中國前列腺癌患者TMPRSS2::ETS融合基因發生率的meta分析

張嘉蔚，袁 琴，徐賢榮，方學賢，曹亦菲，楊 軍，*

(1．杭州師范大學公共衛生學院營養與毒理學系，浙江 杭州 311121；2．四川大學華西公共衛生學院勞動衛生與環境衛生學系，四川 成都610041)

前列腺癌(prostate cancer，PCa)是世界范圍內男性發病率高居第2位的惡性腫瘤，其發病率具有明顯的地理和種族差異，在歐美國家明顯高于亞洲國家[1]。隨著人口老齡化，前列腺癌在我國男性中的發病率呈明顯上升趨勢，居男性泌尿系統腫瘤之首，已成為近十年來增速最快的男性惡性腫瘤之一，嚴重影響我國男性健康。

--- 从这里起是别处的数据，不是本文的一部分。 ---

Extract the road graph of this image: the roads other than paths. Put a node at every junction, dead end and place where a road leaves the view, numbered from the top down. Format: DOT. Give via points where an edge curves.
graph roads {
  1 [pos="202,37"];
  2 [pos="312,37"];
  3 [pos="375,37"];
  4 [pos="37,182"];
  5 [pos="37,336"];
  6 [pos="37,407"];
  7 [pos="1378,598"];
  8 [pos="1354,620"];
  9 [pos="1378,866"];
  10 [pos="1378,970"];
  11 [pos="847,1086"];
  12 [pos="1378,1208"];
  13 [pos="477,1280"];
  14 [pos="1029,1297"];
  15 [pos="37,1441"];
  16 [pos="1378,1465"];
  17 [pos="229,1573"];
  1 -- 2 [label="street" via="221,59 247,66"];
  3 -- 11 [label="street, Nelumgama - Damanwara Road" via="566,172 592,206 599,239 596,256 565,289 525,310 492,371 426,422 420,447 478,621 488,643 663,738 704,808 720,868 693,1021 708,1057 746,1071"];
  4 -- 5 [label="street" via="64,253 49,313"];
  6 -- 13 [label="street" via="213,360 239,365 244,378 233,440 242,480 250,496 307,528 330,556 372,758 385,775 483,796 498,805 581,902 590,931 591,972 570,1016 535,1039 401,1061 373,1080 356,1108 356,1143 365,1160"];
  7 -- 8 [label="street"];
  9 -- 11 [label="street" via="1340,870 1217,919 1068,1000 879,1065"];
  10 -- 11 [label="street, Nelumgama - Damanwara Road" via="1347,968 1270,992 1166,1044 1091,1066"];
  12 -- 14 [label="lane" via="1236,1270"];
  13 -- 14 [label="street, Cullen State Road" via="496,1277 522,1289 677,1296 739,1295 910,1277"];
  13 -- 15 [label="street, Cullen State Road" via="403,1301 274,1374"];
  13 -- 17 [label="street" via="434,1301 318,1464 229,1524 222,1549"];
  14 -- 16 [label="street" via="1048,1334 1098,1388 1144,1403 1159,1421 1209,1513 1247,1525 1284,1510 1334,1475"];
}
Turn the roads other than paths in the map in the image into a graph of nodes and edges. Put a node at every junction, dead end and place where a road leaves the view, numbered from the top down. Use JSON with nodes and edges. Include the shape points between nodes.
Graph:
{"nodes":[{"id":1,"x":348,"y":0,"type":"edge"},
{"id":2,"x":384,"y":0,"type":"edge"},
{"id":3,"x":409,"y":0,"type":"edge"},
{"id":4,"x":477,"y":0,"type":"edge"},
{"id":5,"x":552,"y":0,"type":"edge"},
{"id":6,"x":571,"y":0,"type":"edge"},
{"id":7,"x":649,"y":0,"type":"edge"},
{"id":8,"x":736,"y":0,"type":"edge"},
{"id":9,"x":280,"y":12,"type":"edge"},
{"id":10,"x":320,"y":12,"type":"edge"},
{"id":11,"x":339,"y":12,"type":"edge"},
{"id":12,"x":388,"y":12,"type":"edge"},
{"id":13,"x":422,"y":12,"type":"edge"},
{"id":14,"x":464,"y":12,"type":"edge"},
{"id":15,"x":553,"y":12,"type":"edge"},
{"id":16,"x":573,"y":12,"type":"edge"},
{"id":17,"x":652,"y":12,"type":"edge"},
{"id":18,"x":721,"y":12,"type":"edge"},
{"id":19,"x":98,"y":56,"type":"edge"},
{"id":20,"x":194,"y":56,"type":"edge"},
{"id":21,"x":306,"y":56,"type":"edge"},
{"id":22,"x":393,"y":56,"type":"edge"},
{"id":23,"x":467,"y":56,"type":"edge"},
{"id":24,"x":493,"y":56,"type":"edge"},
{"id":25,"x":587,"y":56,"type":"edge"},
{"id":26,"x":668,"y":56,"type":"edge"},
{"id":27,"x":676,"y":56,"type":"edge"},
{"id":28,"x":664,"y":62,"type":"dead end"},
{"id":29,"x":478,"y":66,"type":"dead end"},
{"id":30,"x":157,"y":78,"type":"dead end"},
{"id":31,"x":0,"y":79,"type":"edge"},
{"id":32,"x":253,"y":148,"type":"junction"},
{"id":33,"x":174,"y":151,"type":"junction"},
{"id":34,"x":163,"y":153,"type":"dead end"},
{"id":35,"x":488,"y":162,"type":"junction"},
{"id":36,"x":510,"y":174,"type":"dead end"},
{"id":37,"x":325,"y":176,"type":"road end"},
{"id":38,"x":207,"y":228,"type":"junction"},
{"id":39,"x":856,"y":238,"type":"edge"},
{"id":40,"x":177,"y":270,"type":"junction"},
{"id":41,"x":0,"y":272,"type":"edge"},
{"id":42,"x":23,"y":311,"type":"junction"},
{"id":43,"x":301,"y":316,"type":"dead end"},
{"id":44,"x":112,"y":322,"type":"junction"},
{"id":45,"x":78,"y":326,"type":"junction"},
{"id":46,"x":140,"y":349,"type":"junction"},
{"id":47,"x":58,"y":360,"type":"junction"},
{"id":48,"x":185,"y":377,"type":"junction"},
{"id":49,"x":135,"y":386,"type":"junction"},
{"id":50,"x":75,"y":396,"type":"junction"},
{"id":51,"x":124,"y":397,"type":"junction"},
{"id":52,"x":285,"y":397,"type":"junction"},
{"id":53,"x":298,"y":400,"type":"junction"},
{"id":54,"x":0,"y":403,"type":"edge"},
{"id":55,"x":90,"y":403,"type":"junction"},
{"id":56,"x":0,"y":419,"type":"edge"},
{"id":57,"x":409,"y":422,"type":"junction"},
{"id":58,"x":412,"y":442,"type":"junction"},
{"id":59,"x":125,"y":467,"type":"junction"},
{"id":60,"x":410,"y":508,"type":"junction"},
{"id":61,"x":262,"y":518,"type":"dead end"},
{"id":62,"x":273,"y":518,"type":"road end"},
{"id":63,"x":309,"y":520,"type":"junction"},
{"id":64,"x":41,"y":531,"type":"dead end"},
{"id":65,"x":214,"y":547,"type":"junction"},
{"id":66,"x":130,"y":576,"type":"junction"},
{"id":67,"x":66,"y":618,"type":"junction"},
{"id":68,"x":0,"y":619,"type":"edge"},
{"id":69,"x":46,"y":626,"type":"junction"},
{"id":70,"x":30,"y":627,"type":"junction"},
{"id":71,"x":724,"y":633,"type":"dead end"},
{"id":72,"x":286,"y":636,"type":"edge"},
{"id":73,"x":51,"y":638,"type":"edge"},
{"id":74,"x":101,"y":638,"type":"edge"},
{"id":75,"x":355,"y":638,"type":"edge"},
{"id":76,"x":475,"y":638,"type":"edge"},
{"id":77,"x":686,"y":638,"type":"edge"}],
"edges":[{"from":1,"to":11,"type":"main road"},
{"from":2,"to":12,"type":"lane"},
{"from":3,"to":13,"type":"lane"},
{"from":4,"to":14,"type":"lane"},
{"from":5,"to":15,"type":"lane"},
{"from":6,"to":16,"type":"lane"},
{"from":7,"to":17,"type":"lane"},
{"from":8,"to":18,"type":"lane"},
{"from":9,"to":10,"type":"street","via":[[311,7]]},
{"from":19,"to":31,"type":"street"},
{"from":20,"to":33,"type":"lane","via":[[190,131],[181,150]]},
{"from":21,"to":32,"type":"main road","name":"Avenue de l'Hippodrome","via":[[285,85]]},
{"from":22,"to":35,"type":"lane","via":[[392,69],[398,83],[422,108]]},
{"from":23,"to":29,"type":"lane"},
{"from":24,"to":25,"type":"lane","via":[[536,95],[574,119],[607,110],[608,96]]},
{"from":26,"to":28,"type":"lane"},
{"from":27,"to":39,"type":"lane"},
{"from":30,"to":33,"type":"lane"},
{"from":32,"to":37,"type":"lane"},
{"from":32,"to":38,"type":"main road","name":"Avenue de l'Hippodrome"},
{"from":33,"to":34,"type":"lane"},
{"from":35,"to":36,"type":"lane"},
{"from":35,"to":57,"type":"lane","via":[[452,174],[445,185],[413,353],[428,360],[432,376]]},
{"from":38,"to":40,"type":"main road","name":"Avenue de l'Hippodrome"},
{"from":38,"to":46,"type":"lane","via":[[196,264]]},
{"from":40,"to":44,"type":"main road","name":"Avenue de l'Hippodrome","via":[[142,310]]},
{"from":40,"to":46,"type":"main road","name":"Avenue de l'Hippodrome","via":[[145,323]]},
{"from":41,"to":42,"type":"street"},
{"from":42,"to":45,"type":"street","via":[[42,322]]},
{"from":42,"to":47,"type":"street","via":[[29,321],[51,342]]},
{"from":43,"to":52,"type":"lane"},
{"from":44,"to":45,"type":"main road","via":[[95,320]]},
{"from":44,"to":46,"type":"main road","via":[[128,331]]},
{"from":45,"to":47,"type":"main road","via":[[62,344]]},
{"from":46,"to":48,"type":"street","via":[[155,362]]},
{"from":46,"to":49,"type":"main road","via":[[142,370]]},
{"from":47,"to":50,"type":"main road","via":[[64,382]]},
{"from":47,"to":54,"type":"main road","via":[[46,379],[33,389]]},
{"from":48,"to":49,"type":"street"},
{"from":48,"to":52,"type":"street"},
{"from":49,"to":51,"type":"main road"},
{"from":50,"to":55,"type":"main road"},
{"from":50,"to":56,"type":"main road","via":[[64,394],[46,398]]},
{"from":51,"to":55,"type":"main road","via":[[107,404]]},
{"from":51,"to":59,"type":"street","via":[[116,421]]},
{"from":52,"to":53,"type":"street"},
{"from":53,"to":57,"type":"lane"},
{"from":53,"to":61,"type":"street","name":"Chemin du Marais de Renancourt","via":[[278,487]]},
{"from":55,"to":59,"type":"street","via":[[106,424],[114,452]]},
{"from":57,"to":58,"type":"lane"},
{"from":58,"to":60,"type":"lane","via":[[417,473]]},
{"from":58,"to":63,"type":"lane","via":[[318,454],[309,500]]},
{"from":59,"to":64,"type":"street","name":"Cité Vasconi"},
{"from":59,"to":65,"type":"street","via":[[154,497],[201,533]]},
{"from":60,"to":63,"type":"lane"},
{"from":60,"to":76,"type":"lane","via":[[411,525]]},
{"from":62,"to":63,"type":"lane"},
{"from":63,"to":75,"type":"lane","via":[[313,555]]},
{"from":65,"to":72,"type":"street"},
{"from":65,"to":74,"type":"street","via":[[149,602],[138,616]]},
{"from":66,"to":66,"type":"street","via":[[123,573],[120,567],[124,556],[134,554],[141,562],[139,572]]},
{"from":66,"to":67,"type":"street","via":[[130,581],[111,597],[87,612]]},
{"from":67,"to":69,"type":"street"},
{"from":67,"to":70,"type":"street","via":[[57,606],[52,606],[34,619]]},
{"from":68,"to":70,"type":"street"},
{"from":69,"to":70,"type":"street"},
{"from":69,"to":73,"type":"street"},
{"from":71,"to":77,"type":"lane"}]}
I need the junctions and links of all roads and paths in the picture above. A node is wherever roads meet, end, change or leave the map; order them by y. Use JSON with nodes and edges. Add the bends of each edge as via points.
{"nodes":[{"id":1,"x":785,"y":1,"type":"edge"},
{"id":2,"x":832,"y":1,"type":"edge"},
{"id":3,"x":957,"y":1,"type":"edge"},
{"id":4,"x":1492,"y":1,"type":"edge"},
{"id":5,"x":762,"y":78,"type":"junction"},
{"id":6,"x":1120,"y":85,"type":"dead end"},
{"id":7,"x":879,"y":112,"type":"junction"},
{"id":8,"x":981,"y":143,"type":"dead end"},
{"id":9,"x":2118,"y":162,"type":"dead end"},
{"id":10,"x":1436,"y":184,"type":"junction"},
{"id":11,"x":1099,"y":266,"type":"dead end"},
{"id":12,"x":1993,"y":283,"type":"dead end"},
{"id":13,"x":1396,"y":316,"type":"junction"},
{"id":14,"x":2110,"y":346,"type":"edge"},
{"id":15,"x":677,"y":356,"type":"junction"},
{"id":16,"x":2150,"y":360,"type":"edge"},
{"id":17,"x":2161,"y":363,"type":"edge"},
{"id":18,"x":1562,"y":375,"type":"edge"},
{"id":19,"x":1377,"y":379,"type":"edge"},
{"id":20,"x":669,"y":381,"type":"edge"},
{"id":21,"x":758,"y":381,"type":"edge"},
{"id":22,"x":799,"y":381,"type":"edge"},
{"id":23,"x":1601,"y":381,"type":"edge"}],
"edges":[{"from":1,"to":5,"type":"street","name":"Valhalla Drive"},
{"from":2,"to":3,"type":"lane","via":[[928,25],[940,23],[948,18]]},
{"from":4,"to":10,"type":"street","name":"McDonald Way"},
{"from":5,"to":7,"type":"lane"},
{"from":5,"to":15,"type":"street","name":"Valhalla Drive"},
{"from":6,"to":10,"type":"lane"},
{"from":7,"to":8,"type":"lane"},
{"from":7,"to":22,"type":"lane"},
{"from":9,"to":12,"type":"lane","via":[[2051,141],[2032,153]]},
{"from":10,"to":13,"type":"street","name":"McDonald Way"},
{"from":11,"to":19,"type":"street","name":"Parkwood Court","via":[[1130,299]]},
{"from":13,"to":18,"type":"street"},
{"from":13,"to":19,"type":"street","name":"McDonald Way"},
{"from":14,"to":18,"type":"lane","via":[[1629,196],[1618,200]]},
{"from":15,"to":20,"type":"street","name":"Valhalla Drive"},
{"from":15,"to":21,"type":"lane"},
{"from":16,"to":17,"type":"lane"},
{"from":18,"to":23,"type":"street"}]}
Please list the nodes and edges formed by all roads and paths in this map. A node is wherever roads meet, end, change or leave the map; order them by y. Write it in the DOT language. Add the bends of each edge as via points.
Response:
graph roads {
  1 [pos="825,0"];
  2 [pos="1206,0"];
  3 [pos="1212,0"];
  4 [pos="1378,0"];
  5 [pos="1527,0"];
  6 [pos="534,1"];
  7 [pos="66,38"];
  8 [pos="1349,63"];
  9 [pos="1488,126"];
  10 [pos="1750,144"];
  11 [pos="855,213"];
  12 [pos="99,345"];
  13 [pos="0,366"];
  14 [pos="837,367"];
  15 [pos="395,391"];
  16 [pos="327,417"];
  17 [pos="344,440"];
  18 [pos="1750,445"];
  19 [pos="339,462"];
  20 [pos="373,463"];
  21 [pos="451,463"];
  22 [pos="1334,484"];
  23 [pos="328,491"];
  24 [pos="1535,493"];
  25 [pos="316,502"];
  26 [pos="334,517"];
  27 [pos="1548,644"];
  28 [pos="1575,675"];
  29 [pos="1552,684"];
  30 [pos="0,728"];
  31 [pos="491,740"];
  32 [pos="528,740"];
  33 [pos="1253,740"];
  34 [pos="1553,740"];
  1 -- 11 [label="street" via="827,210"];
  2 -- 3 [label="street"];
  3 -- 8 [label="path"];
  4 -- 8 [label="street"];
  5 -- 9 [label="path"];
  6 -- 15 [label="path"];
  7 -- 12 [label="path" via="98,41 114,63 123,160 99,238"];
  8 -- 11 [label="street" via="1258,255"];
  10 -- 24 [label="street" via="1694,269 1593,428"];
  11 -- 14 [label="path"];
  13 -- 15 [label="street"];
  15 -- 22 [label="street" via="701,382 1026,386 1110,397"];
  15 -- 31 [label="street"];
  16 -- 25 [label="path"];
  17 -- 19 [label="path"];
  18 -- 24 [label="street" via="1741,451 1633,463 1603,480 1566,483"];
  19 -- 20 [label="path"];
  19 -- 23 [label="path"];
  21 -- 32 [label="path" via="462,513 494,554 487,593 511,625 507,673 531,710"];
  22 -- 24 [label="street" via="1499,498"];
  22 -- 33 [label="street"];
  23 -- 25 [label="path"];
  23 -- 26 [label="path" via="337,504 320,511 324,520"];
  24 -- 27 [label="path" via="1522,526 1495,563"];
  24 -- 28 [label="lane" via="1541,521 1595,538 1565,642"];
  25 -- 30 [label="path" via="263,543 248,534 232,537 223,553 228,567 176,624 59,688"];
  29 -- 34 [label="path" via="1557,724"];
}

對于前列腺防治而言，尋找能夠用于前列腺癌早期篩查的生物標志物至關重要。目前，前列腺特異性抗原(prostate specific antigen，PSA)是前列腺癌臨床使用最廣泛的無創腫瘤生物標志物。但PSA在前列腺炎癥和良性前列腺增生患者中也會高表達，導致假陽性結果，繼而可能會造成前列腺癌過度診斷或過度治療[2]。因此，臨床上需要更加靈敏和特異的生物學標志物對前列腺癌進行檢測。

有研究發現跨膜絲氨酸蛋白酶2(transmembrane protease，serine 2，TMPRSS2)和E-Twenty-Six(ETS)轉錄因子家族基因的融合(TMPRSS2::ETS)可能與前列腺癌的發生和進展有關[3]。TMPRSS2基因是一種定位于染色體21q22.3的前列腺特異性和雄激素反應基因，編碼絲氨酸蛋白酶家族蛋白質，對細胞生長和維持正常形態具有重要作用。在前列腺癌中與TMPRSS2發生融合的成員中，ETS家族成員ERG(ETS-related gene)最常見。研究表明TMPRSS2::ETS融合基因在歐美人群中的發生率高達50%[3]，而在中國不同的研究中，TMPRSS2::ETS基因融合的頻率范圍廣，從7.5%～90%均有報道[4-7]。我們前期在對27例中國前列腺癌患者的分析中也僅發現有6例存在TMPRSS2::ERG融合基因(22.2%)[8]，因此，基于不同的研究設計、檢測方法或樣本量等，該融合基因在中國患者中的結論尚不統一。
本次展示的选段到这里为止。